[Collected data]
::::

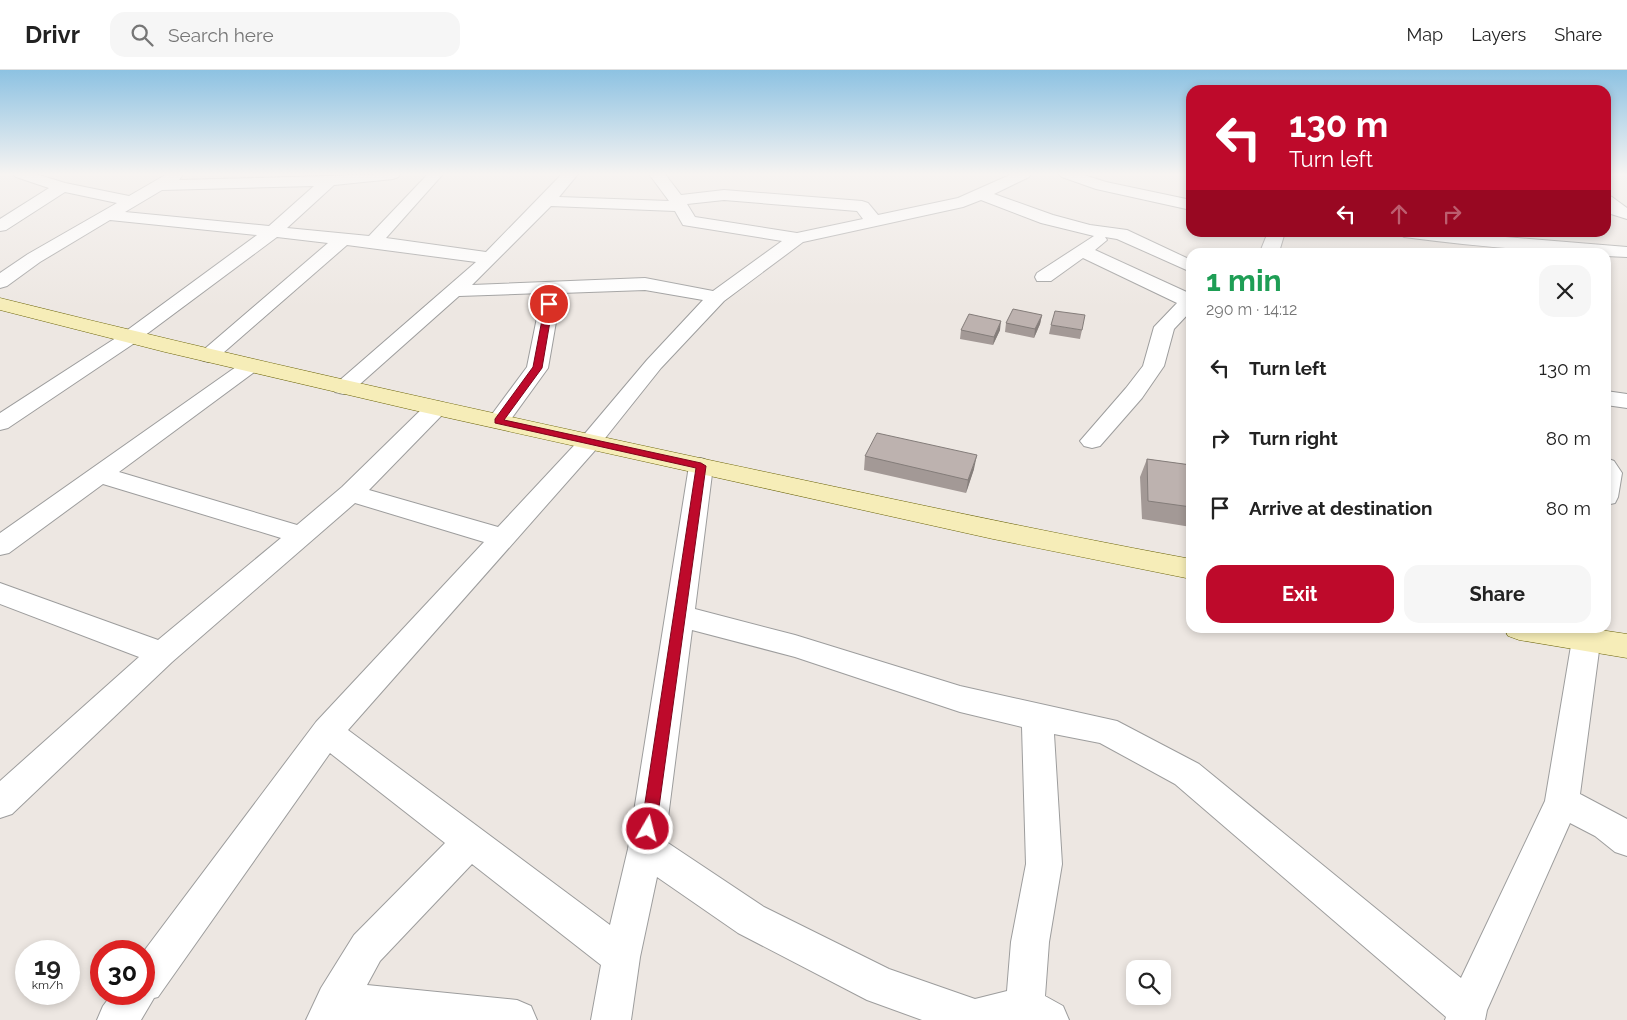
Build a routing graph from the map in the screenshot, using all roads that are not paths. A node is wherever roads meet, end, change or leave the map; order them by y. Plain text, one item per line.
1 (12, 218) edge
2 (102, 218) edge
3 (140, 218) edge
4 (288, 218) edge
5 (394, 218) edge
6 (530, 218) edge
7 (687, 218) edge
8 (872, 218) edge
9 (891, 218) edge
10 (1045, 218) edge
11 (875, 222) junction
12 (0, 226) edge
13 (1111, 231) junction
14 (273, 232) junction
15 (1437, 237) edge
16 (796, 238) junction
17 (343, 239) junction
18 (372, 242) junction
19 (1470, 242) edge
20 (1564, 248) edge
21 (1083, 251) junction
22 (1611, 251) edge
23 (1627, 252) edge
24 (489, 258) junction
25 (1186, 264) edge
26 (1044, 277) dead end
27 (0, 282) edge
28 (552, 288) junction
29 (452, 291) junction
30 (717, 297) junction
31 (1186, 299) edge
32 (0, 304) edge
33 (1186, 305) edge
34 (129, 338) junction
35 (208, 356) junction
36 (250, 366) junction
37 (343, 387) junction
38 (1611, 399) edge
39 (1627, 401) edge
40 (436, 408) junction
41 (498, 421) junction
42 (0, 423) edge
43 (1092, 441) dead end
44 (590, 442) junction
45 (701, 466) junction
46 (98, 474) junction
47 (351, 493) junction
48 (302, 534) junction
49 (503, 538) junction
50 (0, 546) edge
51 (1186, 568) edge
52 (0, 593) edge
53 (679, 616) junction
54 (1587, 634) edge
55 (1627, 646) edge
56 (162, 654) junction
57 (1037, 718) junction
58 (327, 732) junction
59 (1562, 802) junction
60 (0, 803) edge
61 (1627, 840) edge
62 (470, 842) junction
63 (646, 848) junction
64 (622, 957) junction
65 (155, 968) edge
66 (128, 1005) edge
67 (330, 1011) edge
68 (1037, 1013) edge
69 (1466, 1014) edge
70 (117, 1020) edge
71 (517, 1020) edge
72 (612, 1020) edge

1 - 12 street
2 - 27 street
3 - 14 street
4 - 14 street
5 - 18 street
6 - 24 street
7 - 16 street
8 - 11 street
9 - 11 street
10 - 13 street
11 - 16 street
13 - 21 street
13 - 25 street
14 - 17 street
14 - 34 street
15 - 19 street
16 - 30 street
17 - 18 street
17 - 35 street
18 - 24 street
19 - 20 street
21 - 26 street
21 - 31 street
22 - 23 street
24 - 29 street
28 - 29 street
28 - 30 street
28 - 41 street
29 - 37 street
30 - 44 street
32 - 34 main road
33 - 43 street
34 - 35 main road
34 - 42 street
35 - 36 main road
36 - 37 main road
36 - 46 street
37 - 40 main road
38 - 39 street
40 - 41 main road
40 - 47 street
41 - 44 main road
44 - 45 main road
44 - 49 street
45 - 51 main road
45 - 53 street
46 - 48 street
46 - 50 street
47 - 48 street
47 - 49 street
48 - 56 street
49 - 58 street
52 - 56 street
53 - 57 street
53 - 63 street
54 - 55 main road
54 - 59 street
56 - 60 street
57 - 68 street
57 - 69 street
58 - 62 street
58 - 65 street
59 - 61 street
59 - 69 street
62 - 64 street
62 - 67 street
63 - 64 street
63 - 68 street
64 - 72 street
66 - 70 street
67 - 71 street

::::

→ ACTION ITEM
If a line in the records above has the word "main", copy it.

→ RESULT FOR THIS TASK
32 - 34 main road
34 - 35 main road
35 - 36 main road
36 - 37 main road
37 - 40 main road
40 - 41 main road
41 - 44 main road
44 - 45 main road
45 - 51 main road
54 - 55 main road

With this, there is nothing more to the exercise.